Nelle ore in cui l’iter per la commissione parlamentare d’inchiesta sulla scomparsa di Emanuela Orlandi si fa materia sempre più rovente sul tavolo di politica e stampa, in costanza delle polemiche montate sulla notizia della sospensione del voto per l’istituzione della bicamerale, il fratello Pietro Orlandi ha parlato ai microfoni della trasmissione DiMartedì, condotta su La7 da Giovanni Floris, introducendo alcune rivelazioni nel suo rinnovato appello alla verità sulla sparizione della sorella. Il fratello di Emanuela Orlandi, scomparsa il 22 giugno 1983 a Roma e al centro di un cold case lungo decenni, ha sottolineato quello che, a suo avviso, sarebbe uno dei primi passi da fare in commissione d’inchiesta.
“Intanto – ha esordito Pietro Orlandi – potrebbe ascoltare quei magistrati che si sono occupati della fine dell’inchiesta, secondo me uno dei fatti più gravi. Uno di loro, dottor Capaldo, pochi anni fa ha avuto un incontro con due rappresentanti dello Stato Vaticano. Erano il comandante della Gendarmeriavaticana e il suo vice, in rappresentanza dell’entourage di Ratzinger. In quel momento si parlava della sepoltura di De Pedis (Enrico “Renatino” De Pedis, boss della Magliana, ndr). Il Vaticano voleva che la magistratura togliesse De Pedis da Sant’Apollinare perché imbarazzava la Chiesa. Capaldo chiese in cambio un aiuto per la questione di Emanuela. E alla fine di questi incontri, Capaldo chiese, se Emanuela è morta, la restituzione del corpo. La risposta non è stata ‘Come si permette?‘, la risposta è stata ‘Va bene, purché la Procura imbastisca una storia verosimile che tolga qualunque responsabilità da parte del Vaticano‘. Poi è intervenuto il nuovo capo della Procura di Roma, Pignatone, che si era appena insediato, e ha tolto l’inchiesta a Capaldo e ha archiviato tutto e Papa Francesco, appena finito il mandato, lo ha proposto come presidente del Tribunale Vaticano”.

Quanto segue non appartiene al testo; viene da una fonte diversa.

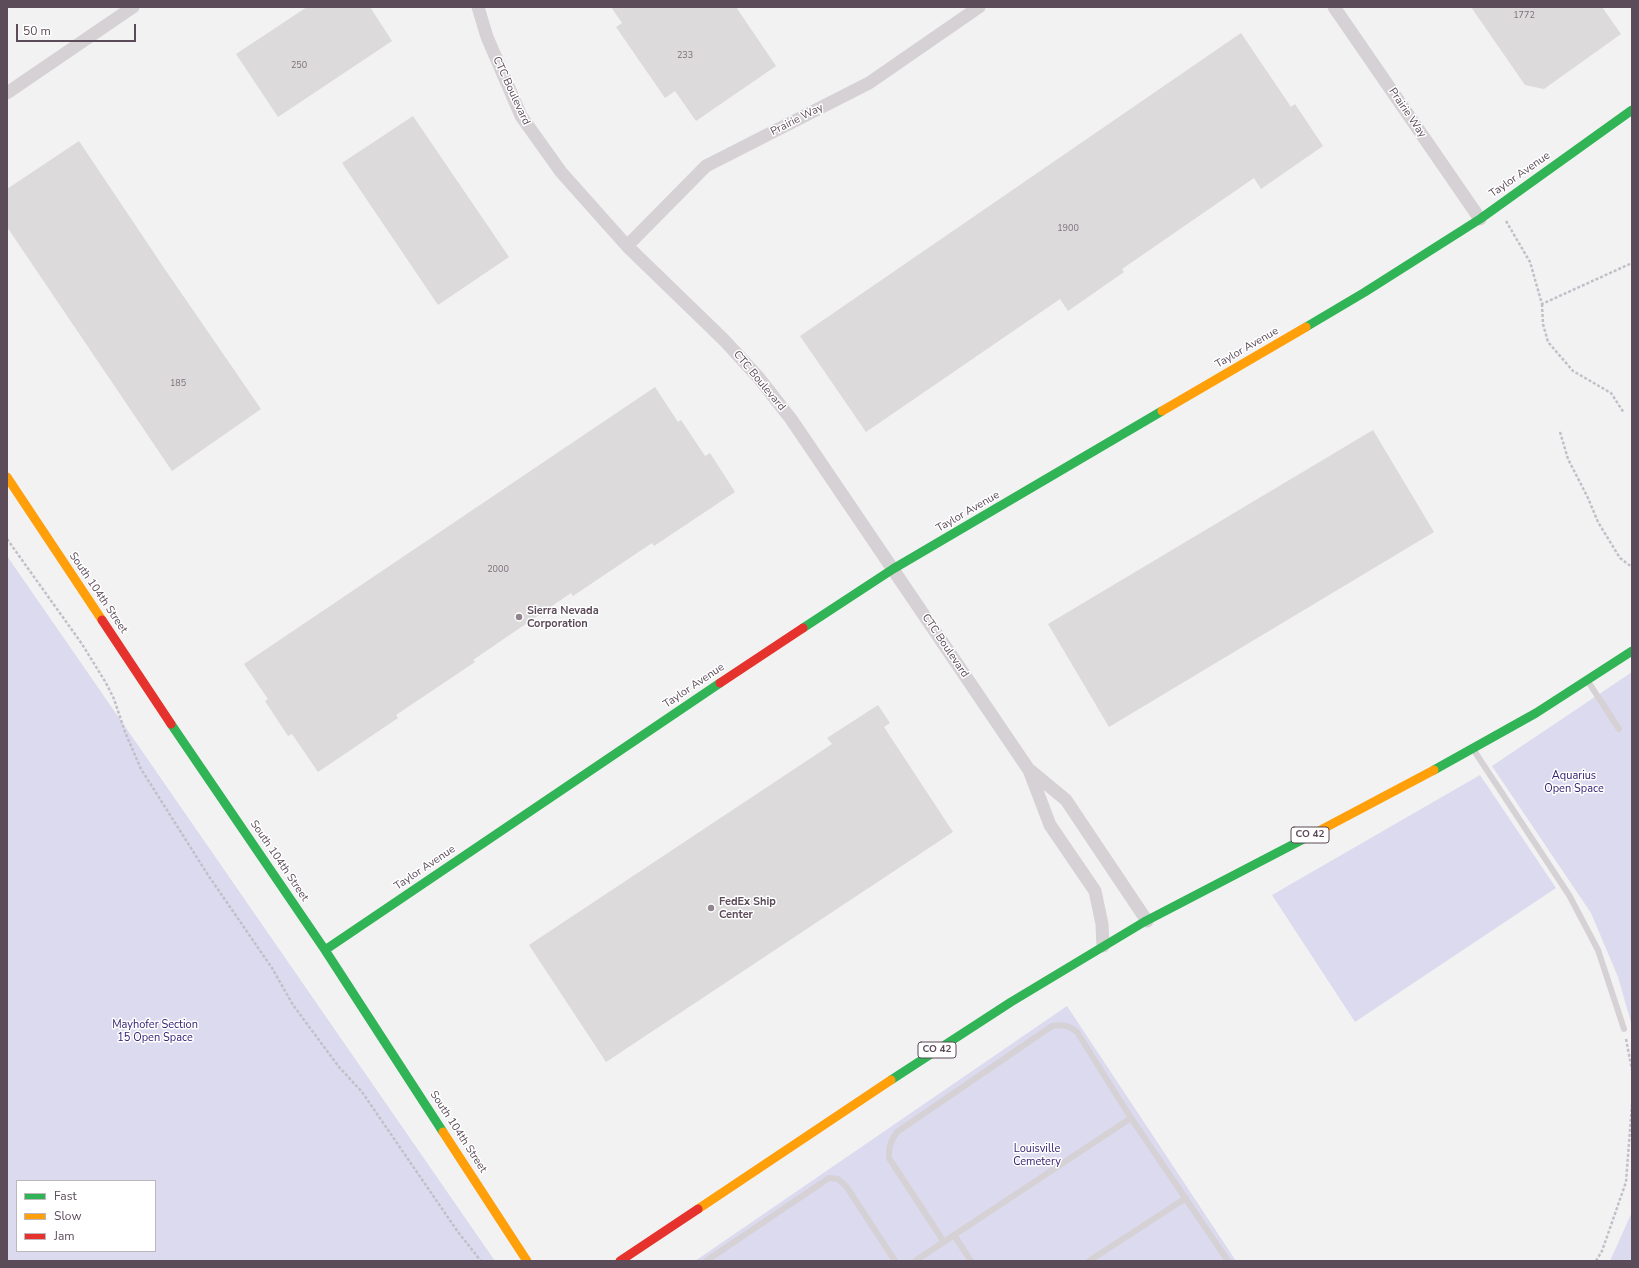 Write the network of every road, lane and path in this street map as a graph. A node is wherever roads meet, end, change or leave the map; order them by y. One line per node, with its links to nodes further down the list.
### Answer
1 (133, 7): 5 (street)
2 (478, 7): 9 (street, CTC Boulevard)
3 (979, 7): 9 (street, Prairie Way)
4 (1334, 7): 8 (street, Prairie Way)
5 (7, 93)
6 (1632, 110): 7 (street, Taylor Avenue)
7 (1497, 206): 8 (street, Taylor Avenue); 11 (path)
8 (1480, 219): 17 (street, Taylor Avenue)
9 (627, 246): 17 (street, CTC Boulevard)
10 (1632, 263): 11 (path)
11 (1542, 304): 12 (path)
12 (1624, 413)
13 (1560, 432): 16 (path)
14 (7, 478): 25 (street, South 104th Street)
15 (7, 540): 33 (path)
16 (1632, 567)
17 (893, 570): 22 (street, CTC Boulevard); 25 (street, Taylor Avenue)
18 (1632, 651): 19 (street, CO 42)
19 (1588, 682): 20 (lane); 21 (street, CO 42)
20 (1619, 729)
21 (1473, 749): 23 (street, CO 42); 26 (lane)
22 (1029, 770): 23 (street, CTC Boulevard); 24 (street, CTC Boulevard)
23 (1147, 921): 24 (street, CO 42)
24 (1103, 946): 35 (street, CO 42)
25 (325, 950): 34 (street, South 104th Street)
26 (1624, 1029): 27 (path)
27 (1632, 1070)
28 (1632, 1104): 42 (path)
29 (1131, 1118): 30 (lane); 31 (lane); 32 (lane)
30 (1186, 1198): 40 (lane); 41 (lane)
31 (954, 1235): 32 (lane); 39 (lane)
32 (944, 1242): 38 (lane)
33 (481, 1261)
34 (527, 1261)
35 (620, 1261)
36 (706, 1261): 37 (lane)
37 (895, 1261)
38 (915, 1261)
39 (971, 1261)
40 (1089, 1261)
41 (1228, 1261)
42 (1596, 1261)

Pignatone: “Mai ostacolato le indagini su Emanuela Orlandi”
A stretto giro è arrivata la replica dell’ex procuratore di Roma, Giuseppe Pignatone, che all’Ansa ha sottolineato la sua posizione in merito a quanto fatto per arrivare alla verità sul caso di Emanuela Orlandi. “Io non ho mai ostacolato in alcun modo nessuna attività di indagine disposta dal dottor Capaldo o dalle altre colleghe – ha affermato -. Non ho mai avocato il procedimento relativo alla scomparsa di Emanuela Orlandi. Dopo il mio arrivo da procuratore a Roma, il dottor Capaldo ha continuato per oltre tre anni a dirigere le indagini sulla scomparsa della Orlandi, sentendo personalmente testimoni e indagati, disponendo intercettazioni e attività di polizia giudiziaria e nominando consulenti“.
Sempre Pignatone ha puntualizzato che lo stesso Capaldo “ha anche disposto e coordinato, intervenendo sul posto, le attività per la rimozione della salma di Enrico De Pedis dalla tomba nella Basilica di Sant’Apollinare e i successivi scavi nella cripta che hanno portato al rinvenimento di alcuni scheletri e di numerosissimi frammenti ossei non riconducibili però alla Orlandi“. Per quanto riguarda l’archiviazione dell’inchiesta intervenuta in via definitiva nel 2016, Pignatone ha sottolineato che l’istanza “è stata decisa a maggioranza, al momento della scadenza dei termini delle indagini, tra i colleghi titolari del procedimento. Io ho condiviso e ‘vistato’, quale Capo dell’Ufficio, tale richiesta, mentre Capaldo, che non era d’accordo, ha rifiutato di firmarla e ha quindi chiesto il 27 aprile 2015 che, secondo quanto previsto dalle Circolari del Csm in materia, gli venisse revocata l’assegnazione del procedimento“. L’archiviazione fu chiesta il 5 maggio 2015, e i familiari di Emanuela Orlandi avevano presentato opposizione. Accolta dal gip il 19 ottobre dello stesso anno, fu confermata definitivamente in Cassazione nel 2016.